Clover Trail IS underpowered and this is why: it uses the same PowerVR chipset that ARM chips do (for the ones that do use PowerVR), and here's the thing: Microsoft only requires DX9 support for SoC's (originally only for ARM, but Intel got Microsoft to include x86 in a certification spec update) which Intel is only happy to oblige by meeting the MINIMUM REQUIREMENTS on x86. This sounds like a another repeat of Windows 7 Starter and Vista Basic all over again. Remember, both of those disasters were Intel's fault because they wanted to pawn off low-end chips based on obsolete technology. This is the reason why I'm waiting for AMD. AMD's SoC's will be based on full x86 hardware with AMD-V and 64-bit with DX11 GPU cores out of the gate. AMD has never produced a low-end CPU or platform chipset that didn't meet Premium certification specs for Windows. System manufacturers may have undercut their systems by selling it with a non-Premium Windows SKU to fit it into a low price point, but not because AMD wanted to sell an inferior chip.

Intel is the reason why Microsoft made those Windows SKU's. First it was for 915 chipset for Vista-Ready/Basic. Microsoft only wanted to sell Basic for the first year of availability and when SP1 launched, they updated the Premium requirements to require a DX10 GPU, but Intel still had 945G chipsets on the market, so Microsoft kept Vista Basic around. Then you have Atom coming onto the market, which was such an underperformer that Microsoft had to re-release a special version of XP for, which they wanted to kill off. Come time for Windows 7, and again it was Intel that wanted to continue to make inferior Atom chipsets still based on 945 chipsets, so Microsoft released 7 Starter to accomodate them. Meanwhile, AMD was matching all of the WHQL Premium specs as they being updated. See, this is why I don't care for Intel. They are the reason why there is such a specification difference between the low and high end. After not being able to profitize on the netbook craze, now they're trying the other end of the spectrum and try to profitize more on higher-end notebooks with the Ultrabook platform. The problem is, customers have already had a taste of mainstream systems selling for $600 and less, so Ultrabooks just having been selling well.

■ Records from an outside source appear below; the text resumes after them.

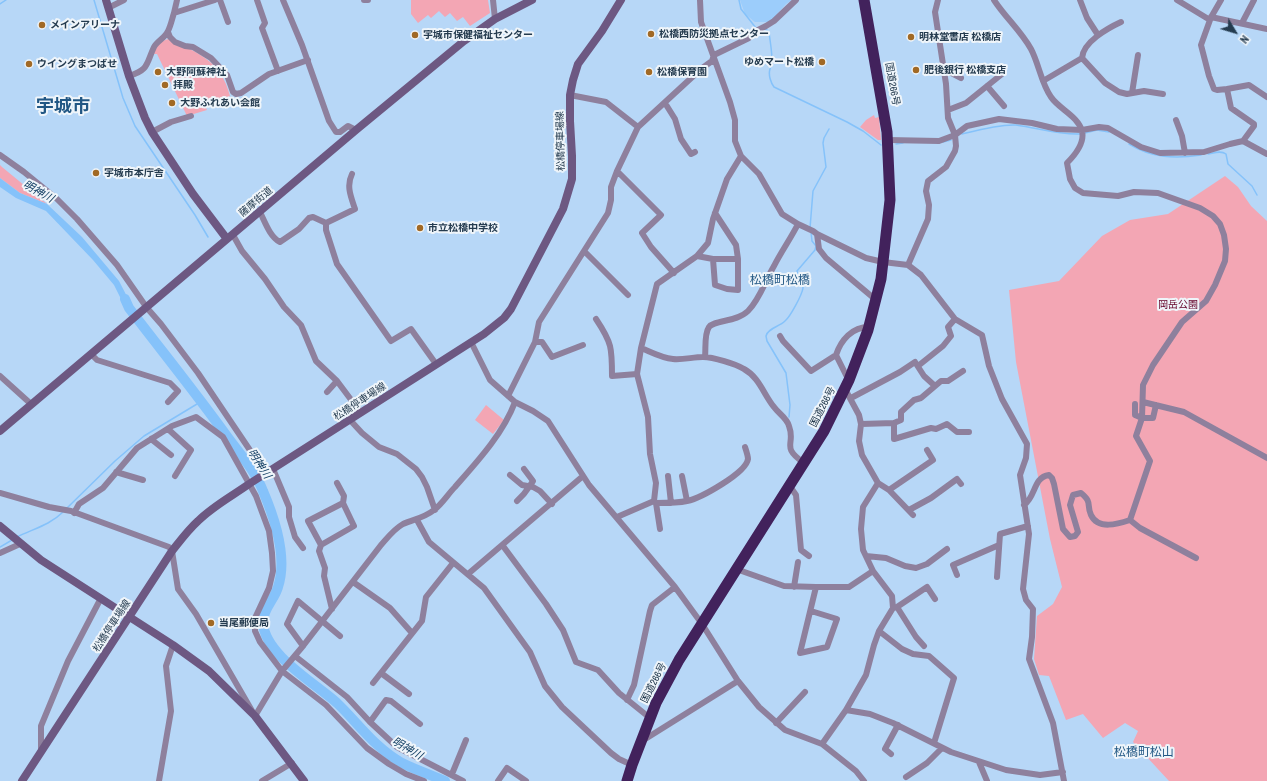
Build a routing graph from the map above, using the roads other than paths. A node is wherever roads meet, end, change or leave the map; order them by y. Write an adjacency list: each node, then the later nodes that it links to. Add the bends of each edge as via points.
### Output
1 (124, 0): 21 (street)
2 (177, 0): 22 (street)
3 (215, 0): 22 (street)
4 (220, 0): 25 (street)
5 (257, 0): 36 (street, via 265,23 262,28)
6 (282, 0): 34 (street)
7 (364, 0): 8 (street)
8 (368, 0)
9 (493, 0): 24 (street)
10 (532, 0): 24 (street, 薩摩街道)
11 (621, 0): 45 (street, 松橋停車場線, via 578,64)
12 (700, 0): 31 (street, via 701,22)
13 (796, 0): 31 (street, via 749,38)
14 (864, 0): 57 (highway, 国道266号)
15 (938, 0): 35 (street, via 935,12)
16 (994, 0): 40 (street, via 1031,49)
17 (1080, 0): 30 (street, via 1087,18)
18 (1177, 0): 23 (street)
19 (1221, 0): 23 (street)
20 (1254, 0): 27 (street)
21 (107, 4): 38 (street)
22 (174, 13): 29 (street)
23 (1211, 18): 27 (street); 42 (street, via 1201,42 1202,52 1214,89)
24 (495, 19): 53 (street, 薩摩街道, via 464,41)
25 (228, 22)
26 (1121, 22): 30 (street)
27 (1242, 23): 28 (street)
28 (1267, 29)
29 (168, 32): 36 (street, via 175,42 193,46 211,58 227,75 236,94); 38 (street, via 159,40 143,70)
30 (1098, 35): 33 (street, via 1082,53)
31 (714, 55): 47 (street, via 712,61); 63 (street, via 735,120 736,141)
32 (1138, 55): 43 (street)
33 (1082, 58): 40 (street); 43 (street, via 1105,83 1119,92)
34 (308, 60): 36 (street); 53 (street, via 334,130 340,132 348,126)
35 (944, 69): 39 (street); 49 (street)
36 (278, 71)
37 (1001, 73): 41 (street)
38 (128, 76): 55 (street)
39 (961, 78)
40 (1043, 81): 54 (street, via 1051,97)
41 (987, 86): 48 (street); 49 (street, via 964,105)
42 (1227, 89): 46 (street, via 1248,85); 58 (street, via 1231,108 1254,124)
43 (1132, 93): 44 (street, via 1144,91)
44 (1163, 94)
45 (570, 95): 52 (street, via 606,102); 86 (street, 松橋停車場線, via 572,179 563,209 511,308 496,325)
46 (1267, 97)
47 (665, 103): 52 (street); 59 (street, via 675,119 681,138 691,154)
48 (1004, 106)
49 (948, 110): 56 (street)
50 (191, 116): 55 (street, via 171,122)
51 (1176, 120): 60 (street)
52 (638, 127): 64 (street)
53 (356, 130): 66 (street, 薩摩街道)
54 (1082, 130): 56 (street, via 1057,129 1032,123 1000,120 966,126); 60 (street, via 1108,128 1152,152); 105 (street, via 1080,146 1067,163 1070,179 1075,188 1083,193 1112,196 1134,192 1158,193 1200,208 1220,224 1224,235 1225,261 1215,285 1206,301 1182,322 1153,365 1143,385)
55 (152, 132): 71 (street, via 193,194)
56 (955, 135): 57 (street, via 939,141); 77 (street, via 955,151 950,160 943,171 928,181 928,220)
57 (888, 140): 76 (highway, 国道266号, via 890,200)
58 (1243, 142): 60 (street, via 1204,152); 61 (street)
59 (695, 152)
60 (1185, 153)
61 (1267, 154)
62 (0, 155): 81 (street, via 40,185 77,219 117,265)
63 (741, 156): 67 (street, via 727,179); 69 (street, via 759,174 782,214)
64 (617, 171): 72 (street, via 611,187 608,213); 78 (street, via 660,215 642,233)
65 (352, 174): 68 (street, via 348,181 355,209)
66 (260, 212): 68 (street, via 276,240 280,242 299,229 309,218 313,217); 71 (street, 薩摩街道)
67 (715, 213): 73 (street, via 708,243); 75 (street, via 736,245)
68 (326, 223): 93 (street, via 337,264 391,340 411,329)
69 (798, 224): 70 (street); 92 (street, via 756,301 747,312 738,318 710,325)
70 (813, 231): 76 (street, via 866,258); 80 (street, via 819,249 826,258)
71 (230, 237): 81 (street, 薩摩街道); 98 (street, via 300,325 316,361)
72 (584, 251): 79 (street); 87 (street, via 539,322)
73 (697, 256): 74 (street); 78 (street)
74 (713, 259): 75 (street); 75 (street, via 715,285 738,290)
75 (738, 259)
76 (883, 262): 77 (street); 80 (highway, 国道266号)
77 (908, 265): 83 (street, via 921,275)
78 (674, 273): 89 (street, via 657,284)
79 (628, 294)
80 (876, 300): 84 (highway, 国道266号)
81 (146, 309): 90 (street, 薩摩街道); 125 (street, via 161,324 198,373)
82 (596, 319): 96 (street, via 610,344 612,376)
83 (956, 319): 94 (street, via 948,327 951,336 943,346); 146 (street, via 982,335 989,366 1002,399 1027,444 1026,458 1020,475)
84 (869, 326): 91 (street, via 852,332 839,346); 100 (highway, 国道266号)
85 (780, 336): 91 (street, via 811,371)
86 (471, 342): 93 (street, 松橋停車場線); 102 (street, via 490,380)
87 (535, 342): 88 (street, via 542,342 552,357); 102 (street)
88 (582, 345)
89 (641, 348): 92 (street, via 674,359); 96 (street)
90 (91, 354): 103 (street, via 97,360 170,383 178,391); 106 (street, 薩摩街道)
91 (836, 355): 100 (street, via 846,375)
92 (705, 357): 122 (street, via 745,369 758,381 774,409 789,424 791,452)
93 (436, 364): 109 (street, 松橋停車場線)
94 (918, 366): 99 (street); 100 (street, via 915,362 900,372)
95 (963, 371): 99 (street)
96 (637, 374): 142 (street, via 648,417 650,454 656,483)
97 (0, 376): 106 (street)
98 (337, 381): 101 (street); 109 (street)
99 (935, 386): 112 (street, via 921,398 914,400 901,412 901,420)
100 (849, 389): 113 (street); 122 (highway, 国道266号)
101 (327, 392)
102 (508, 396): 104 (street)
103 (168, 402)
104 (515, 402): 129 (street, via 548,421); 147 (street, via 510,415 491,443)
105 (1143, 402): 108 (street); 110 (street)
106 (31, 404): 115 (street, 薩摩街道)
107 (1135, 404): 110 (street, via 1135,415)
108 (1156, 405): 110 (street, via 1154,418); 121 (street, via 1184,412)
109 (361, 413): 111 (street, 松橋停車場線)
110 (1142, 418): 151 (street, via 1136,436 1150,461)
111 (350, 420): 125 (street, 松橋停車場線); 147 (street, via 379,447 397,454 416,469 427,487)
112 (894, 423): 113 (street); 116 (street, via 894,439 947,424 957,432)
113 (861, 424): 135 (street, via 859,441 862,455)
114 (168, 429): 117 (street); 128 (street, via 191,450); 133 (street, via 196,417 223,437)
115 (0, 431)
116 (969, 432)
117 (151, 439): 120 (street); 124 (street, via 137,448)
118 (745, 447): 141 (street, via 748,459 745,466 732,478)
119 (927, 450): 138 (street, via 933,460)
120 (171, 455)
121 (1267, 458)
122 (804, 463): 136 (highway, 国道266号)
123 (524, 469): 137 (street, via 534,481)
124 (116, 472): 132 (street); 148 (street, via 103,488 79,504)
125 (267, 473): 133 (street, 松橋停車場線); 159 (street, via 289,507 295,537)
126 (954, 473): 138 (street, via 959,481 911,512)
127 (510, 475): 137 (street, via 522,485)
128 (175, 476)
129 (583, 476): 145 (street); 149 (street)
130 (668, 476): 144 (street)
131 (682, 476): 141 (street)
132 (143, 480)
133 (250, 483): 161 (street, 松橋停車場線, via 198,521); 192 (street, via 269,531 272,554 270,588 255,618 255,631 260,642)
134 (337, 483): 143 (street, via 344,496)
135 (878, 483): 138 (street); 164 (street, via 862,513 861,529)
136 (789, 485): 163 (street, via 796,495 801,550); 168 (highway, 国道266号)
137 (529, 487): 140 (street); 145 (street, via 540,491)
138 (889, 490)
139 (0, 493): 148 (street)
140 (517, 501)
141 (687, 501): 144 (street)
142 (655, 502): 144 (street); 149 (street); 154 (street)
143 (342, 503): 157 (street, via 354,526); 157 (street, via 308,520)
144 (671, 503)
145 (552, 504): 158 (street)
146 (1024, 504): 151 (street, via 1028,502 1039,480 1049,475 1054,484 1063,529 1070,537 1078,532 1070,505 1073,495 1081,493 1088,499 1091,515 1097,522 1106,525); 152 (street)
147 (434, 510): 150 (street)
148 (73, 512): 161 (street, via 169,547)
149 (617, 517): 175 (street)
150 (418, 520): 167 (street, via 429,542); 173 (street, via 394,530)
151 (1130, 520): 165 (street)
152 (1028, 526): 156 (street, via 1000,534); 216 (street, via 1030,534 1023,589 1026,600 1033,610 1029,659 1053,723)
153 (2, 528): 155 (street)
154 (660, 529)
155 (19, 542): 162 (street); 177 (street, via 41,560)
156 (999, 545): 171 (street, via 953,565); 172 (street)
157 (321, 546): 180 (street, via 319,551 325,568 324,576)
158 (503, 546): 170 (street); 198 (street, via 546,604 562,630 576,662 598,670)
159 (303, 548)
160 (946, 549): 164 (street, via 927,564 916,568 886,558)
161 (172, 551): 182 (street, 松橋停車場線); 200 (street, via 178,589 196,614)
162 (0, 553)
163 (808, 556)
164 (866, 556): 169 (street)
165 (1196, 558)
166 (798, 562): 174 (street)
167 (453, 563): 170 (street); 186 (street, via 426,597 422,621)
168 (736, 569): 174 (street, via 784,586); 184 (highway, 国道266号)
169 (873, 571): 176 (street, via 849,588); 179 (street, via 892,596)
170 (468, 574): 215 (street, via 484,588 499,608 530,652 545,686 562,707 611,754)
171 (958, 575)
172 (996, 577)
173 (353, 582): 180 (street); 186 (street, via 390,608)
174 (794, 586): 176 (street)
175 (675, 587): 184 (street); 198 (street, via 652,605 634,685)
176 (816, 587): 181 (street)
177 (101, 598): 182 (street); 211 (street, via 68,661 42,726)
178 (935, 599): 179 (street, via 927,587)
179 (895, 607): 185 (street); 190 (street)
180 (332, 609): 183 (street)
181 (811, 611): 181 (street, via 809,618 800,653 827,647 837,619)
182 (130, 616): 188 (street); 211 (street, 松橋停車場線)
183 (323, 621): 187 (street); 189 (street); 189 (street, via 298,601 287,624)
184 (702, 624): 194 (street); 201 (highway, 国道266号, via 679,660)
185 (879, 631): 199 (street, via 866,675); 208 (street, via 902,649 913,654 929,656 954,678)
186 (412, 633): 193 (street)
187 (340, 636)
188 (173, 645): 200 (street, via 209,671); 220 (street, via 166,666 171,712)
189 (304, 646): 191 (street)
190 (924, 646)
191 (293, 658): 192 (street); 202 (street, via 347,697)
192 (283, 670): 200 (street); 223 (street, via 326,705 366,748 406,774)
193 (381, 673): 195 (street); 197 (street)
194 (738, 681): 203 (street); 207 (street)
195 (373, 683)
196 (805, 692): 203 (street)
197 (410, 694)
198 (627, 700): 201 (street)
199 (846, 710): 205 (street, via 870,714); 209 (street)
200 (255, 716): 214 (street)
201 (650, 718): 207 (highway, 国道266号)
202 (370, 722): 204 (street, via 386,700 391,701); 217 (street, via 397,747)
203 (776, 723): 209 (street, via 785,730)
204 (420, 724)
205 (898, 725): 208 (street); 212 (street, via 884,748)
206 (466, 740): 217 (street)
207 (640, 742): 215 (highway, 国道266号)
208 (934, 743): 210 (street)
209 (822, 744): 228 (street, via 856,771)
210 (942, 748): 213 (street); 218 (street, via 927,763)
211 (42, 751): 219 (street, 松橋停車場線)
212 (891, 754)
213 (979, 762): 216 (street, via 1032,775); 229 (street)
214 (292, 763): 221 (street); 222 (street)
215 (632, 765): 227 (highway, 国道266号)
216 (1063, 772): 230 (street)
217 (452, 774): 224 (street)
218 (906, 777)
219 (26, 779)
220 (159, 781)
221 (262, 781)
222 (304, 781)
223 (424, 781)
224 (463, 781)
225 (498, 781): 226 (street, via 507,768)
226 (526, 781)
227 (627, 781)
228 (864, 781)
229 (987, 781)
230 (1064, 781)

Intel just doesn't get the mainstream consumer market one bit. I would say that this is also the reason why they keep pushing higher CPU speeds with little regard for graphics. AMD looks at typical consumer usage scenarios and it's all about media consumption (some creation), GPGPU, and standard (but not heavy) multitasking. So they take a more balanced approach to what they call "visual computing" and they seem to have a better grasp on the direction of computing. ARM is getting there, but quite frankly, they need more up-to-date GPU's and they also need to get the GPGPU integration done properly. And they also need 64-bit done right. AMD is the partner that ARM needs for this. An AMD-ARM SoC with ARM's low-power RISC cores, 64-bit technology built by AMD for ARM, DX11 GPU cores and GPGPU integration would be a market force to be reckoned with.